> [INSTRUCTIONS TO FOLLOW] Your task is to transcribe the data exactly while omitting each picture.

Saved data entries:
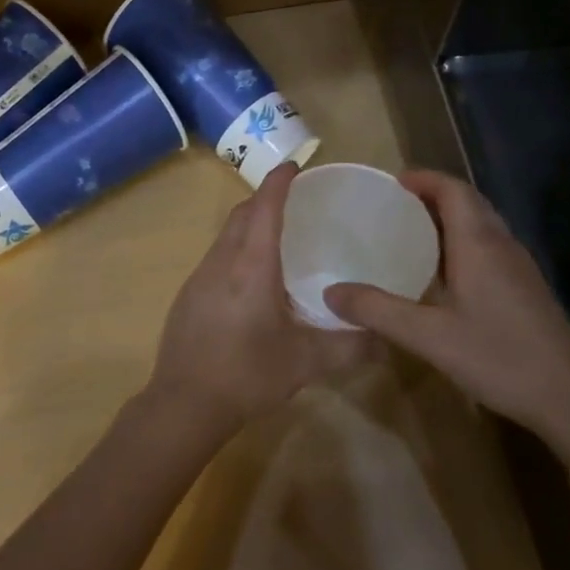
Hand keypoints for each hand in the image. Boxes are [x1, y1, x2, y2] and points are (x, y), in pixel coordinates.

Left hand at [146, 162, 377, 437]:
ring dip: (248, 226)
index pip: (265, 208)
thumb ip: (351, 347)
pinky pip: (215, 258)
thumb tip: (386, 338)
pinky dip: (235, 251)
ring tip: (276, 238)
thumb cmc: (248, 374)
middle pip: (242, 215)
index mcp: (252, 266)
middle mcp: (222, 262)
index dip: (279, 182)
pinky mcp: (187, 296)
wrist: (184, 403)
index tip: (294, 166)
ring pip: (225, 236)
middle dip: (265, 199)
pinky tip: (251, 282)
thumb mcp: (307, 362)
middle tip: (293, 202)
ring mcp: (199, 278)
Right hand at [323, 170, 569, 431]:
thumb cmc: (499, 356)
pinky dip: (462, 244)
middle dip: (432, 195)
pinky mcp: (526, 289)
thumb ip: (378, 311)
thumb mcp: (428, 336)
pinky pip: (489, 248)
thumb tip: (330, 292)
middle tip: (393, 207)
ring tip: (411, 234)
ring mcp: (519, 267)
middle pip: (469, 202)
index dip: (423, 178)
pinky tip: (443, 275)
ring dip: (449, 219)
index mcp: (479, 243)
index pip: (453, 189)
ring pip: (482, 225)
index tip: (391, 182)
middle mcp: (502, 245)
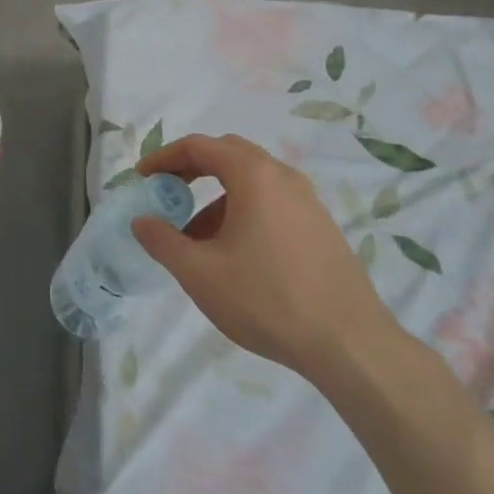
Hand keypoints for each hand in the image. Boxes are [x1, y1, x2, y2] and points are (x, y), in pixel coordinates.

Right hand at [132, 135, 401, 384]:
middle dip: (192, 169)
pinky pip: (273, 203)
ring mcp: (308, 202)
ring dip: (217, 197)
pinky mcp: (322, 229)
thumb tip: (141, 221)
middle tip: (168, 193)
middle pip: (228, 154)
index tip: (142, 178)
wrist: (352, 347)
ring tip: (197, 238)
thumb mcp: (200, 273)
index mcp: (253, 175)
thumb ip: (162, 241)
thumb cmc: (267, 299)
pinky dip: (244, 212)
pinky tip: (236, 255)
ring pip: (252, 181)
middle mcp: (283, 177)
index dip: (164, 157)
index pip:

> [THE COMPLETED TASK]
Hand keypoints for each hand in the image. Boxes are [x1, y1, x2, y2] and points are (x, y), in pixel coordinates.

Left hand at [146, 162, 377, 437]:
ring dip: (248, 226)
index pip: (265, 208)
thumb ip: (351, 347)
pinky pip: (215, 258)
thumb tip: (386, 338)
pinky dip: (235, 251)
ring tip: (276, 238)
thumb cmc: (248, 374)
middle pip: (242, 215)
index mcp: (252, 266)
middle mcp: (222, 262)
index dip: (279, 182)
pinky mcp: (187, 296)
wrist: (184, 403)
index tip: (294, 166)
ring pip: (225, 236)
middle dip: (265, 199)
pinky tip: (251, 282)
thumb mcp: (307, 362)
middle tip: (293, 202)
ring mcp: (199, 278)
Right hand at [323, 170, 569, 431]:
thumb cmc: (499, 356)
pinky dip: (462, 244)
middle dip: (432, 195)
pinky mcp: (526, 289)
thumb ip: (378, 311)
thumb mcp: (428, 336)
pinky pip: (489, 248)
thumb tip: (330, 292)
middle tip: (393, 207)
ring tip: (411, 234)
ring mcp: (519, 267)
middle pip: (469, 202)
index dip: (423, 178)
pinky tip: (443, 275)
ring dip: (449, 219)
index mcp: (479, 243)
index pip: (453, 189)
ring pip: (482, 225)
index tip: (391, 182)
middle mcp: (502, 245)
Hand keypoints for each hand in the image. Boxes are [x1, y1, x2, y2] and points are (x, y), in pixel coordinates.

Right hand at [132, 135, 401, 384]:
middle dip: (192, 169)
pinky pip: (273, 203)
ring mcp: (308, 202)
ring dip: (217, 197)
pinky mcp: (322, 229)
thumb tip: (141, 221)
middle tip: (168, 193)
middle pip: (228, 154)
index tip: (142, 178)
wrist: (352, 347)
ring tip: (197, 238)
thumb mcp: (200, 273)
index mcp: (253, 175)
thumb ip: (162, 241)
thumb cmc: (267, 299)
pinky dip: (244, 212)
pinky tip: (236, 255)
ring pip: (252, 181)
middle mcp: (283, 177)
index dip: (164, 157)
index pip:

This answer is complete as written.